Morley wrote, "Scott's information from the LITEMPO agents informed
Ambassador Freeman's increasingly dire cables to Washington, which noted
that Díaz Ordaz and the people around him were talking tougher. The
government 'implicitly accepts consequence that this will produce
casualties,' the ambassador wrote. 'Leaders of student agitation have
been and are being taken into custody....In other words, the
[government] offensive against student disorder has opened on physical
and psychological fronts'."
The rest, as they say, is history. Army
units stationed around the perimeter of Tlatelolco Plaza and in the
windows of adjoining buildings began to open fire on the protesters;
hundreds were killed and more than fifteen hundred people were arrested,
many of whom were subsequently tortured and then "disappeared."

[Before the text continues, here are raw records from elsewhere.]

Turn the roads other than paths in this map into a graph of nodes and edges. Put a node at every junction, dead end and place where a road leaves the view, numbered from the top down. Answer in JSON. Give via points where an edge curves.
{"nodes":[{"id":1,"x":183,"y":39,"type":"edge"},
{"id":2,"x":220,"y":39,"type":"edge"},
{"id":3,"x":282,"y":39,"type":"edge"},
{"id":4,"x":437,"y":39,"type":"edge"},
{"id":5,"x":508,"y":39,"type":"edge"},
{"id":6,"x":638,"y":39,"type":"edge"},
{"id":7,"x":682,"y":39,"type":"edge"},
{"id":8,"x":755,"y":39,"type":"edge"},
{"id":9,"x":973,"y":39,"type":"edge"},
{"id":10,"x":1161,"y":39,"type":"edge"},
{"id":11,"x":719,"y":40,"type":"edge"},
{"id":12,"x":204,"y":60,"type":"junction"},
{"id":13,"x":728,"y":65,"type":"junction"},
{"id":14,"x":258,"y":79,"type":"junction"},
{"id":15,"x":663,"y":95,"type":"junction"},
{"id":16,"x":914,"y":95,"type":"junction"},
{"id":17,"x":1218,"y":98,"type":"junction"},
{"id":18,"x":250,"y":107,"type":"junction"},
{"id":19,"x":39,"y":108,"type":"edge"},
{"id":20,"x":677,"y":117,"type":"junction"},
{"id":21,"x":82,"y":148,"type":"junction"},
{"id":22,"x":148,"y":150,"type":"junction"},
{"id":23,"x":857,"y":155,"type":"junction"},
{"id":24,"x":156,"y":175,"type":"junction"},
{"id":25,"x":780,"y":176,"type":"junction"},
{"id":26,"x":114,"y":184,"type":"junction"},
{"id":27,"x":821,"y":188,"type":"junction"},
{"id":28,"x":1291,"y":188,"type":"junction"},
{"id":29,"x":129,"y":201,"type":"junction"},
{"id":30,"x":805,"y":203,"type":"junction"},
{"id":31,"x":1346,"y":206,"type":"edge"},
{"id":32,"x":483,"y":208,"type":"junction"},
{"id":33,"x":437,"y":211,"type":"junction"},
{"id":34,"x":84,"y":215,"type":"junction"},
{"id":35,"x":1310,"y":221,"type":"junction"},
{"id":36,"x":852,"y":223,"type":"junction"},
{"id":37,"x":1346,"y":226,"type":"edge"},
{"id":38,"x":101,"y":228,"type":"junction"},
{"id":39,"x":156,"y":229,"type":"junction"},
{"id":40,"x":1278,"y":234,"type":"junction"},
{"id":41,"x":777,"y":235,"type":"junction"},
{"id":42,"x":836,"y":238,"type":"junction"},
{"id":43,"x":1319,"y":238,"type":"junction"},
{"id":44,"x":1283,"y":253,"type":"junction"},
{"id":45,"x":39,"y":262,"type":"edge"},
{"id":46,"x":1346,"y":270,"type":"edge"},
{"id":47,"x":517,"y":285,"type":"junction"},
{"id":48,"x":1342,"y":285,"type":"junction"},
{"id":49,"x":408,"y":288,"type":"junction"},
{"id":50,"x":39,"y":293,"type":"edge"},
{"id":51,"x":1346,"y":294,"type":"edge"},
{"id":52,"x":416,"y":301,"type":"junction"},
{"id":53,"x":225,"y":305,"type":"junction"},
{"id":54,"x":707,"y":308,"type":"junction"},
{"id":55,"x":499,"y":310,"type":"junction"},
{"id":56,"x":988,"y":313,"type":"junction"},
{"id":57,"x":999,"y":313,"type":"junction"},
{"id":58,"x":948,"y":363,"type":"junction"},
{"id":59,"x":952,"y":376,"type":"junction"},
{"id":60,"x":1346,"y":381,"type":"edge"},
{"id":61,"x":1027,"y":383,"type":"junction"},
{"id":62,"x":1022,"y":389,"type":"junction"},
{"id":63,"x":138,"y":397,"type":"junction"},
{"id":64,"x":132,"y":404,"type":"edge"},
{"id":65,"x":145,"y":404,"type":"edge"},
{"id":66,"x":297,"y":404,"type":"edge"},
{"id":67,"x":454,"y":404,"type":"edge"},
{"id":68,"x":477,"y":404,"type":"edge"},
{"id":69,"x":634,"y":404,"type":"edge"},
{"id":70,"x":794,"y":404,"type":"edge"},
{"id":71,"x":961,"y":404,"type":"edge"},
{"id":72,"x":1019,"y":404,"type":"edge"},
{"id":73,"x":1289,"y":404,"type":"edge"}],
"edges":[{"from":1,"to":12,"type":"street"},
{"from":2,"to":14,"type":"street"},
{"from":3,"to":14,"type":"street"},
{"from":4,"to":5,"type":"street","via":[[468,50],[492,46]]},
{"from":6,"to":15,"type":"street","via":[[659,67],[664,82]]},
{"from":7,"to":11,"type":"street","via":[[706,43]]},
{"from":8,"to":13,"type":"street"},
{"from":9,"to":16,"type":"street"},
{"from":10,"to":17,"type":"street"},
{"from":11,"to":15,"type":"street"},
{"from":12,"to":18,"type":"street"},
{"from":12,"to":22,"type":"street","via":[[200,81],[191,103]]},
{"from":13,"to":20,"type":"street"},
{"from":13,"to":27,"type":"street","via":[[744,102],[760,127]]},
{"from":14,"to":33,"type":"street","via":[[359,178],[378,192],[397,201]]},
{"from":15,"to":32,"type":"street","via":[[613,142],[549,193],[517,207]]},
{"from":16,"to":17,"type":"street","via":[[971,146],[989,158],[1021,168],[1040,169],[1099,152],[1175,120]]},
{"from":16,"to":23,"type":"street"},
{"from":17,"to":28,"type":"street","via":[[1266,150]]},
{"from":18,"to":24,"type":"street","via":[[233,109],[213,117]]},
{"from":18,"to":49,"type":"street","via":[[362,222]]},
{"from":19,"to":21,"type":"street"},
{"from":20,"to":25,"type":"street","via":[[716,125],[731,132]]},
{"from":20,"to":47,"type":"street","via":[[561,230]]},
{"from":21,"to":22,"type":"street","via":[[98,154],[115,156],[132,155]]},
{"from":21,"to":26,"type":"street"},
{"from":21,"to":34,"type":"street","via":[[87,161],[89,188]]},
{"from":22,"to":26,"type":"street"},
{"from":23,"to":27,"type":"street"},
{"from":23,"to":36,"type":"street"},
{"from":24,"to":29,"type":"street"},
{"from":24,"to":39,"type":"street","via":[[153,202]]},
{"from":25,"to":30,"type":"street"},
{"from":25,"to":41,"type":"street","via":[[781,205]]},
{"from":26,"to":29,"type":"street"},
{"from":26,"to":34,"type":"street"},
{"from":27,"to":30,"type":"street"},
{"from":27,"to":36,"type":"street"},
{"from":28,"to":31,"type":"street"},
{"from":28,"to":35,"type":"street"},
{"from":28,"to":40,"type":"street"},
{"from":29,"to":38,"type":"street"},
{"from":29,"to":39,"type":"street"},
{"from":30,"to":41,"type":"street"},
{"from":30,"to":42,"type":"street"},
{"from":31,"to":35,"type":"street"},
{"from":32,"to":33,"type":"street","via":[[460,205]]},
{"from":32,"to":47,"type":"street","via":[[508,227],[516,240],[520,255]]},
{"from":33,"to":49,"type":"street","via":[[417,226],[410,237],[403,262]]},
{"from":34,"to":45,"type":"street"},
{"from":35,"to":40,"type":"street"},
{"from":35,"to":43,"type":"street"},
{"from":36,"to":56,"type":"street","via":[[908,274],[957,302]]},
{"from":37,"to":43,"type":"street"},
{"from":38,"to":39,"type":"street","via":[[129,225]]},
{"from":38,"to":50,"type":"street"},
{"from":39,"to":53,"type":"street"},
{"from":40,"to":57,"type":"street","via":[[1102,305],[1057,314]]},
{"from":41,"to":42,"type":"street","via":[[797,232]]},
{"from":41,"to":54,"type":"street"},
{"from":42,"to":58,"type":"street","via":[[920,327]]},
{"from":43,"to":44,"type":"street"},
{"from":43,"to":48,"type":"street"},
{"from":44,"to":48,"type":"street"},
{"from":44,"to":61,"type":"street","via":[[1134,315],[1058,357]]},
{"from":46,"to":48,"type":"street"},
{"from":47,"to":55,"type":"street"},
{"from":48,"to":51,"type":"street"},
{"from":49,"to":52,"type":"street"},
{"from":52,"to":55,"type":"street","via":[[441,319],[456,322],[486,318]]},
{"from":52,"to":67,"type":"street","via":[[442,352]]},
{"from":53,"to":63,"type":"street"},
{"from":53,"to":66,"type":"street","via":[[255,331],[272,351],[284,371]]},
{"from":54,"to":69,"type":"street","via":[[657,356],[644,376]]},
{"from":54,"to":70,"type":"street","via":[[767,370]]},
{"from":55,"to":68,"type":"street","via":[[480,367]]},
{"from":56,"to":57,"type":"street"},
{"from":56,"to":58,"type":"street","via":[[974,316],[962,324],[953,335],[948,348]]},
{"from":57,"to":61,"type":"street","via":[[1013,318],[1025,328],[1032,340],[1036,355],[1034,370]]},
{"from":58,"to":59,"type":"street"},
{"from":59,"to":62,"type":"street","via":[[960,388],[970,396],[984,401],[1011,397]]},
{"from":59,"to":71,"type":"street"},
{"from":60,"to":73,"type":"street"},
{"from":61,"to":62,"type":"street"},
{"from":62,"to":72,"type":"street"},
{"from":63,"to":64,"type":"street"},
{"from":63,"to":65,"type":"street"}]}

Heroin Coups and Iran-Contra Connections
Díaz and Echeverría did more than just ignore crimes perpetrated by the drug and CIA-linked intelligence agency, the Direcciòn Federal de Seguridad,
or DFS; in the wake of the massacre, they handed DFS and the Army a
blank check to carry out an anti-leftist purge which claimed thousands
of lives.
Analyzing the CIA's role in global drug trafficking networks, researcher Peter Dale Scott wrote:
"One of the most crime-ridden CIA assets we know of is the Mexican DFS,
which the US helped to create. From its foundation in the 1940s, the
DFS, like other similar kryptocracies in Latin America, was deeply
involved with international drug-traffickers. By the 1980s possession of
a DFS card was recognized by DEA agents as a 'license to traffic'."
According to Scott, "DFS agents rode
security for drug truck convoys, and used their police radios to check
of signs of American police surveillance. Eventually the DFS became so
identified with the criminal drug-trafficking organizations it managed
and protected, that in the 1980s the DFS was (at least officially)
closed down."
Though 90 at the time of this writing, Echeverría, until recently, was considered the éminence grise
of Mexican politics. He continued to wield considerable power long
after his presidential term ended, mostly through his influence over the
"old guard" of the Partido Revolucionario Institucional, or PRI, the special police and army forces stood up under his watch, along with his alleged ties to the drug cartels.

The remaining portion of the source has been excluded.